空間スキルからスクスク育ってくれる事に感謝の気持ちでいっぱいだ。
そして二つ目が、待っていました探知スキル。
派生スキルがついていない状態の探知結界も充分仕事をしてくれていたが、レベルが18になった途端に、派生スキルに探知が加わり、予想通り個別判断が可能になったのだ。

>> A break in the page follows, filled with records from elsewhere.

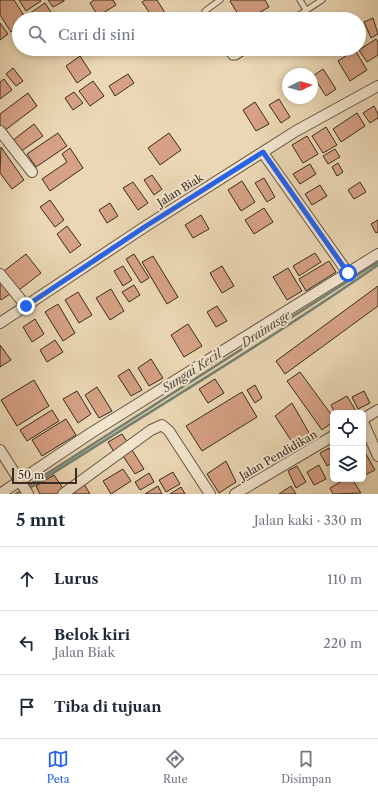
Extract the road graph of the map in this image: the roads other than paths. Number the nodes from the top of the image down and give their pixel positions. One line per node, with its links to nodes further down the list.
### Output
1 (220, 0): 5 (lane)
2 (300, 0): 4 (lane)
3 (322, 0): 4 (lane)
4 (306, 10): 6 (lane)
5 (205, 12)
6 (303, 12)
7 (378, 86): 9 (street, Jalan Biak)
8 (0, 131): 10 (street)
9 (263, 152): 12 (street); 14 (street, Jalan Biak)
10 (32, 172)
11 (378, 254): 12 (street)
12 (348, 273): 22 (street)
13 (0, 274): 14 (street)
14 (26, 306): 15 (street, Jalan Biak)
15 (0, 323)
16 (378, 410): 17 (street)
17 (366, 417)
18 (366, 429): 21 (street)
19 (330, 438): 26 (street, Jalan Pendidikan)
20 (0, 450): 22 (street)
21 (378, 456)
22 (24, 487): 23 (street)
23 (0, 494)
24 (63, 494): 25 (street)
25 (210, 494)
26 (235, 494)

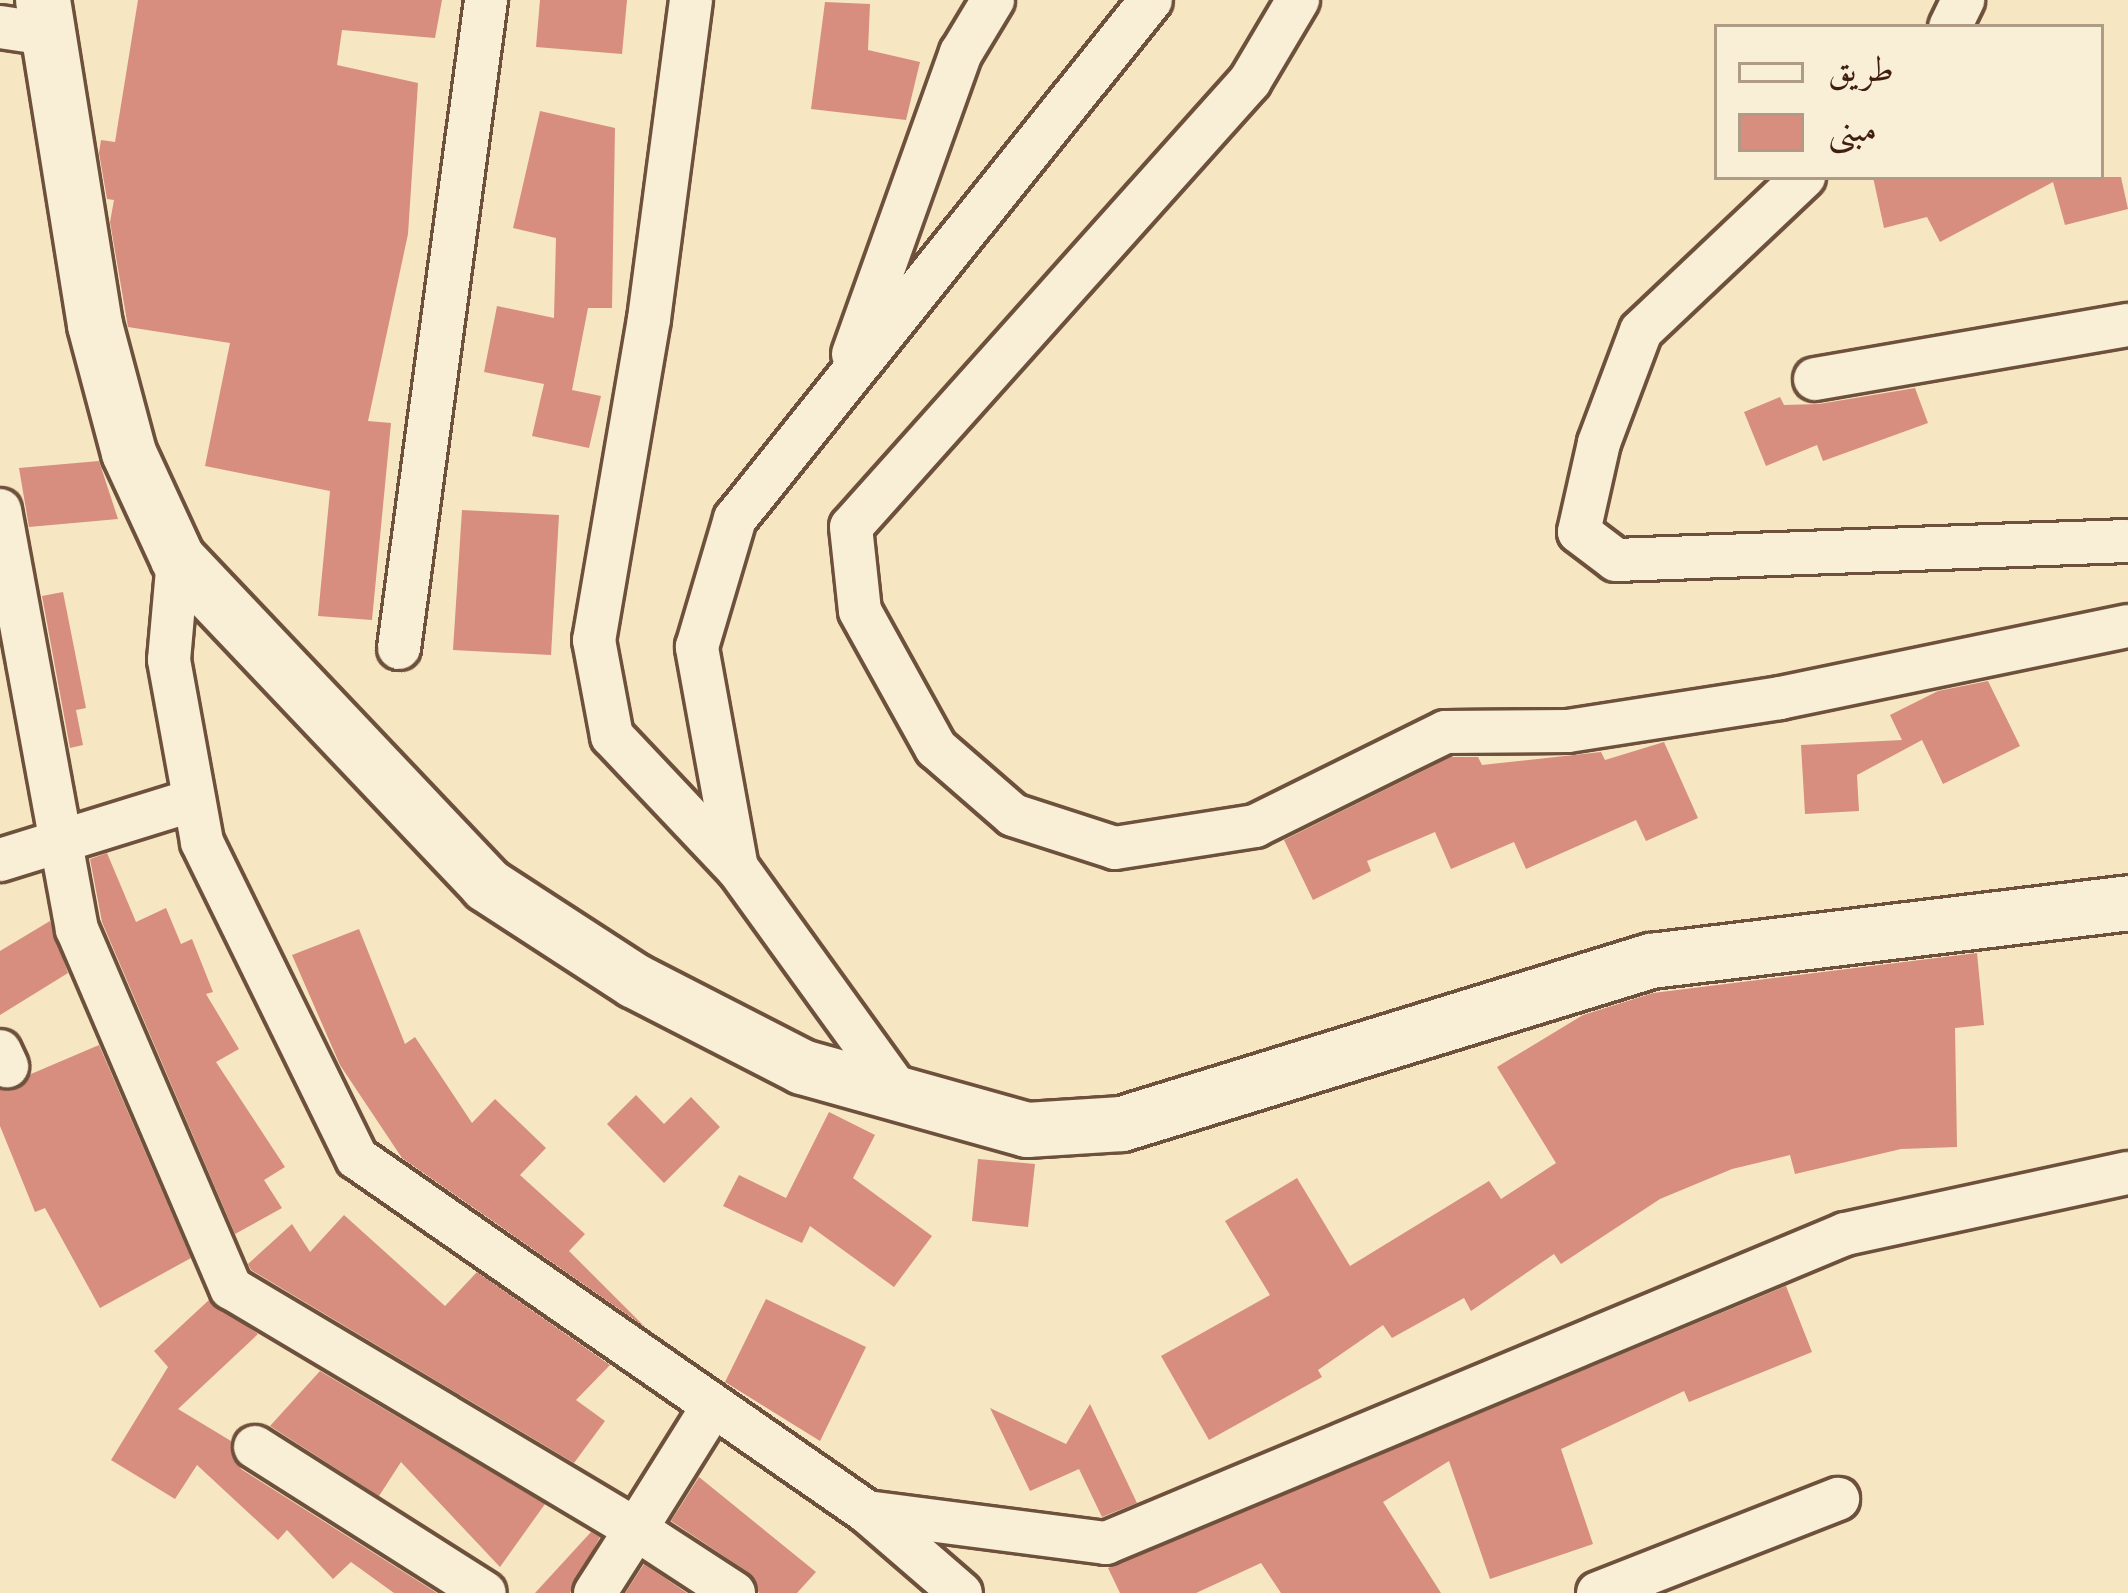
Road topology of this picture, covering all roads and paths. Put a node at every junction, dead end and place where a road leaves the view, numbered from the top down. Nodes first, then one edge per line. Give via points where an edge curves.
1 (486, 0) edge
2 (691, 0) edge
3 (960, 0) edge
4 (993, 0) edge
5 (1151, 0) edge
6 (1298, 0) edge
7 (30, 20) edge
8 (961, 53) junction
9 (1801, 180) edge
10 (2128, 325) edge
11 (1815, 379) dead end
12 (841, 389) junction
13 (0, 510) edge
14 (2128, 541) edge
15 (178, 559) junction
16 (2128, 626) edge
17 (399, 648) dead end
18 (194, 800) junction
19 (57, 842) junction
20 (0, 860) edge
21 (737, 868) junction
22 (2128, 904) edge
23 (901, 1095) junction
24 (2128, 1173) edge
25 (713, 1406) junction
26 (255, 1447) dead end
27 (1838, 1499) dead end
28 (867, 1512) junction
29 (636, 1529) junction
30 (485, 1593) edge
31 (595, 1593) edge
32 (734, 1593) edge
33 (962, 1593) edge
34 (1598, 1593) edge

1 - 17 street
2 - 21 street via 649,319 594,640 612,736
3 - 8 street
4 - 8 street
5 - 12 street
6 - 16 street via 1250,81 851,527 860,611 936,748 1012,815 1115,848 1255,826 1445,732 1591,728
7 - 15 street via 72,148 94,325 129,453
8 - 12 street
9 - 14 street via 1641,332 1599,443 1579,532 1616,560
10 - 11 street
12 - 21 street via 735,520 697,647
13 - 19 street
15 - 18 street via 169,660
15 - 23 street via 487,885 634,981 802,1067
18 - 19 street
18 - 25 street via 202,842 356,1158
19 - 20 street
19 - 29 street via 76,929 231,1288
21 - 23 street
22 - 23 street via 1652,961 1123,1124 1027,1130
24 - 28 street via 1845,1234 1106,1543
25 - 28 street
25 - 29 street
26 - 30 street
27 - 34 street
28 - 33 street
29 - 31 street
29 - 32 street

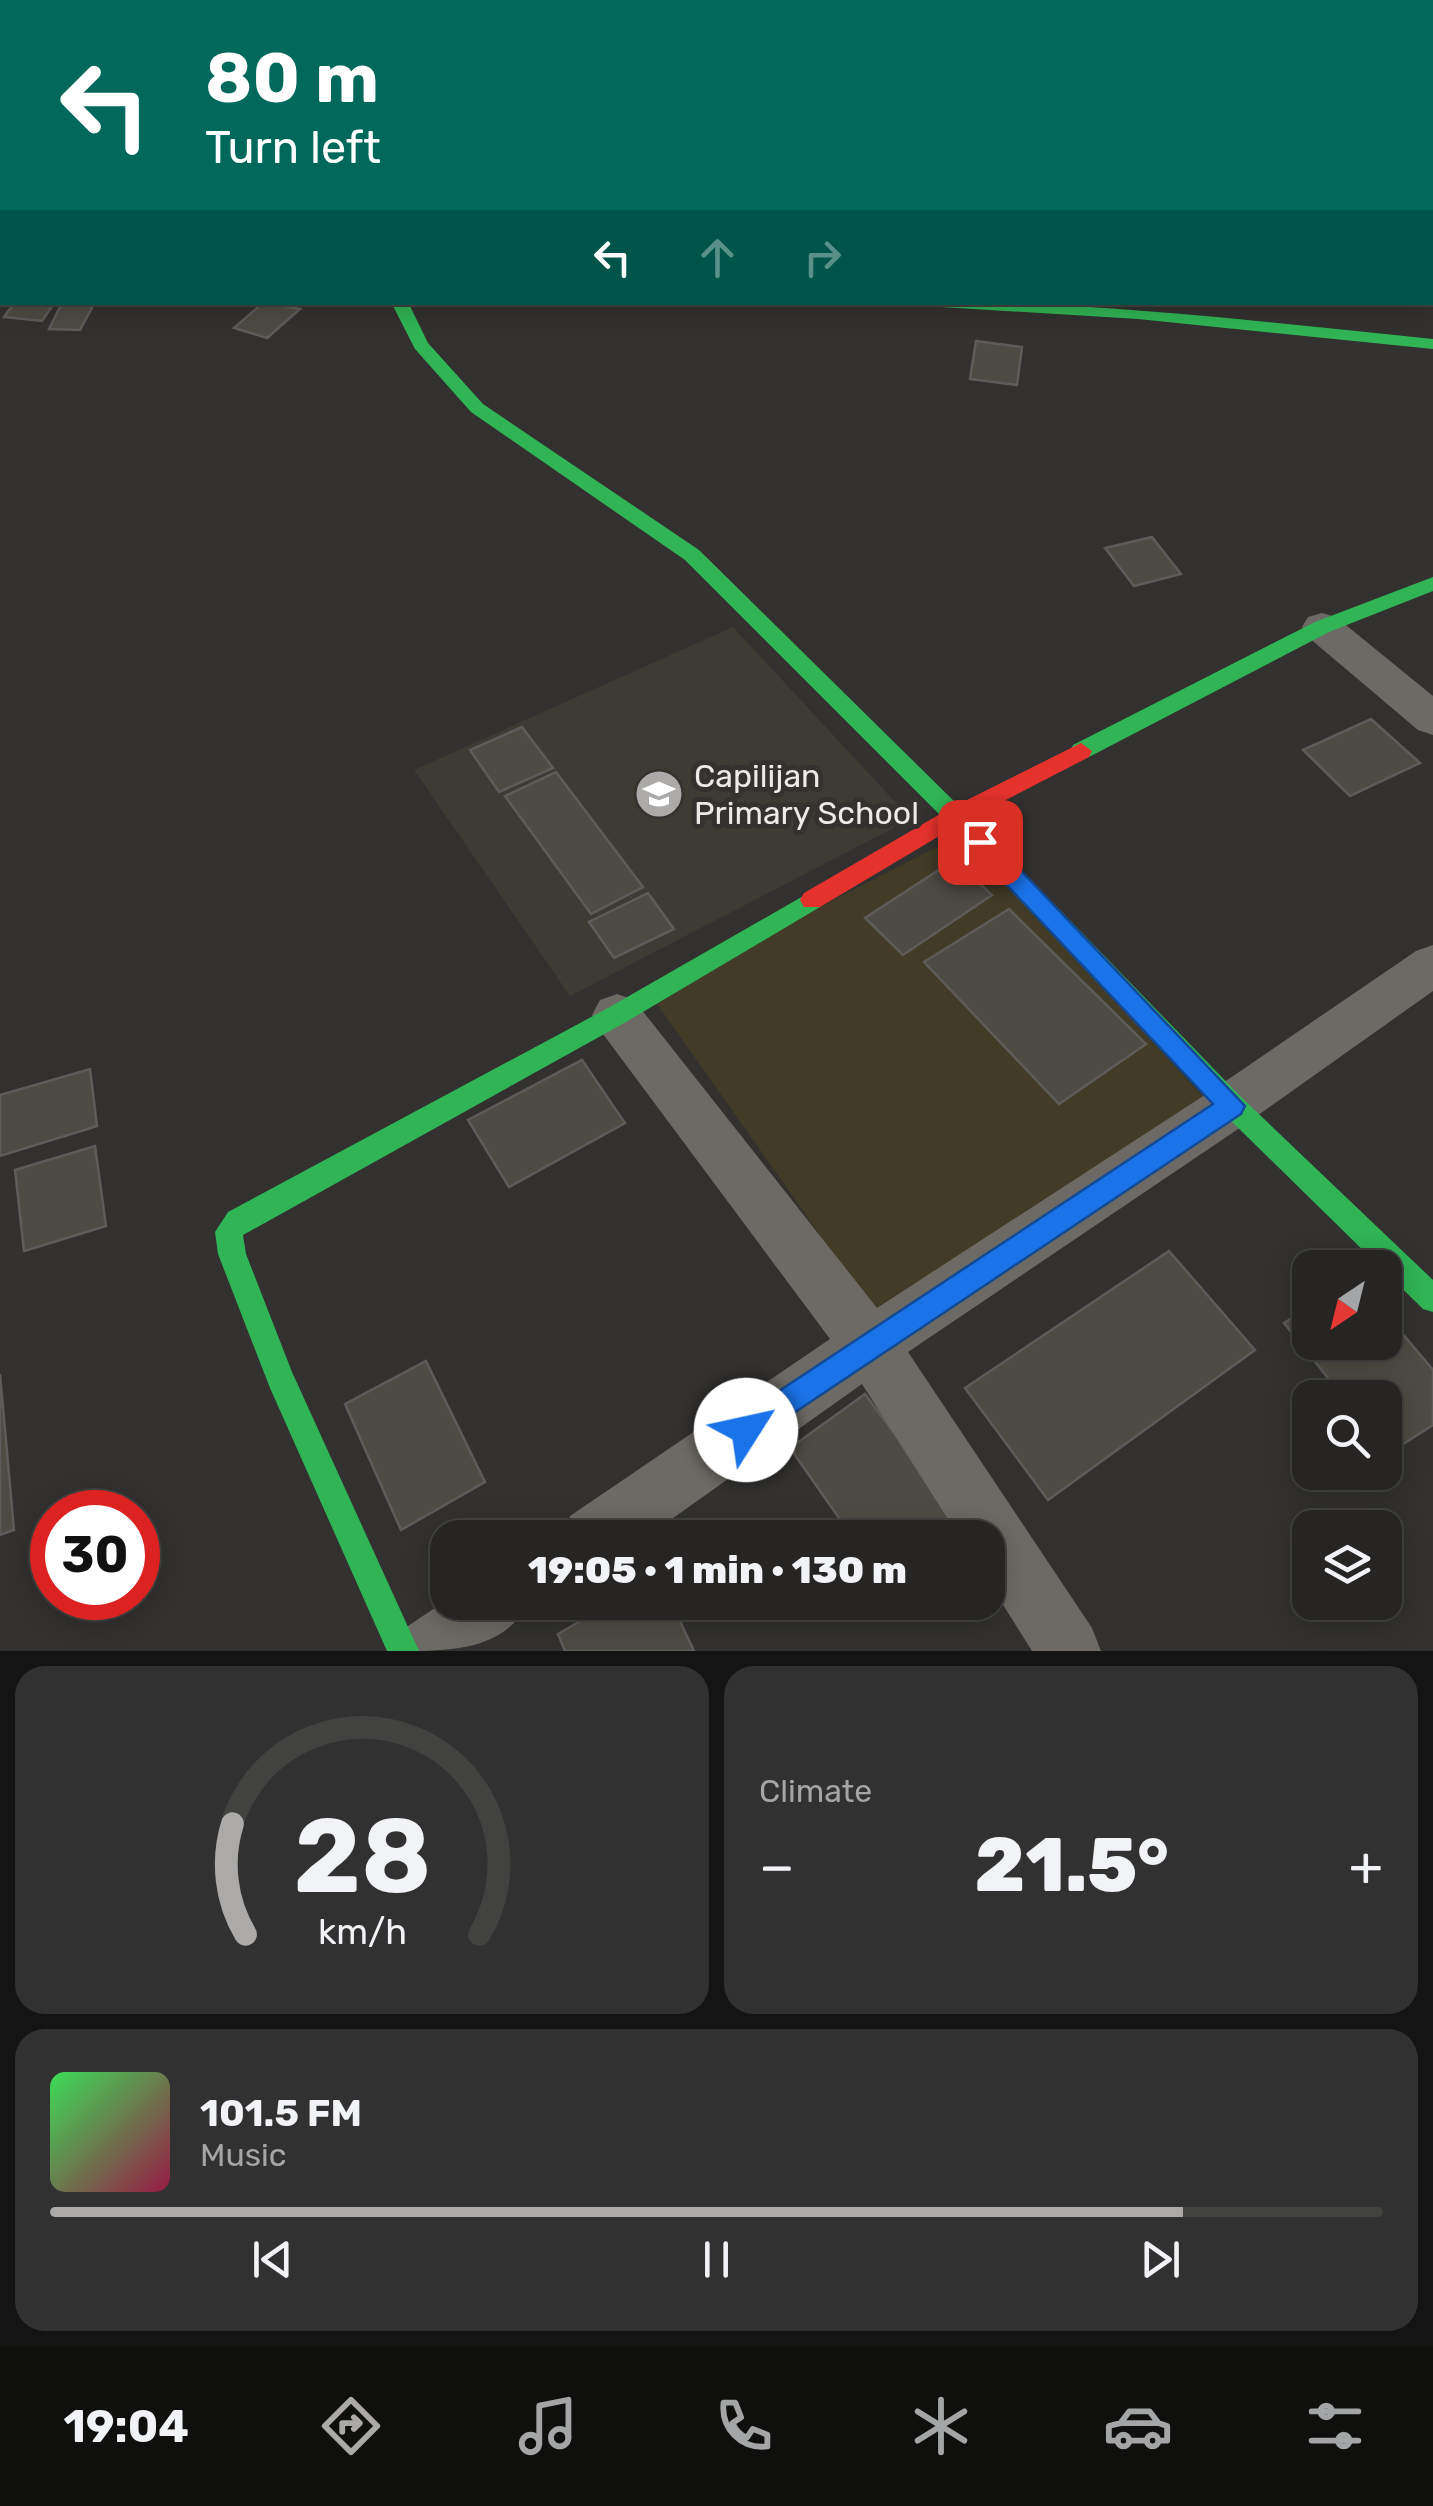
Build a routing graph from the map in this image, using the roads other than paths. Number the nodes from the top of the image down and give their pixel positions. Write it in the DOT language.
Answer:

探知できる範囲も広がり高性能化したお陰で、狩りの効率も段違いにアップした。
とはいえ、制限もある。
個別判断が可能なのは、一度私の探知結界で捕捉した事がある生き物だけのようで、人間であれば、お父様やお母様のように個人別。魔物であれば種別毎に、ホーンラビットとかフォレストフォックスなど。
一度探知したものであれば、生じた反応に意識の焦点をしぼれば、個別ないし種別名が脳内に浮かんでくるのだ。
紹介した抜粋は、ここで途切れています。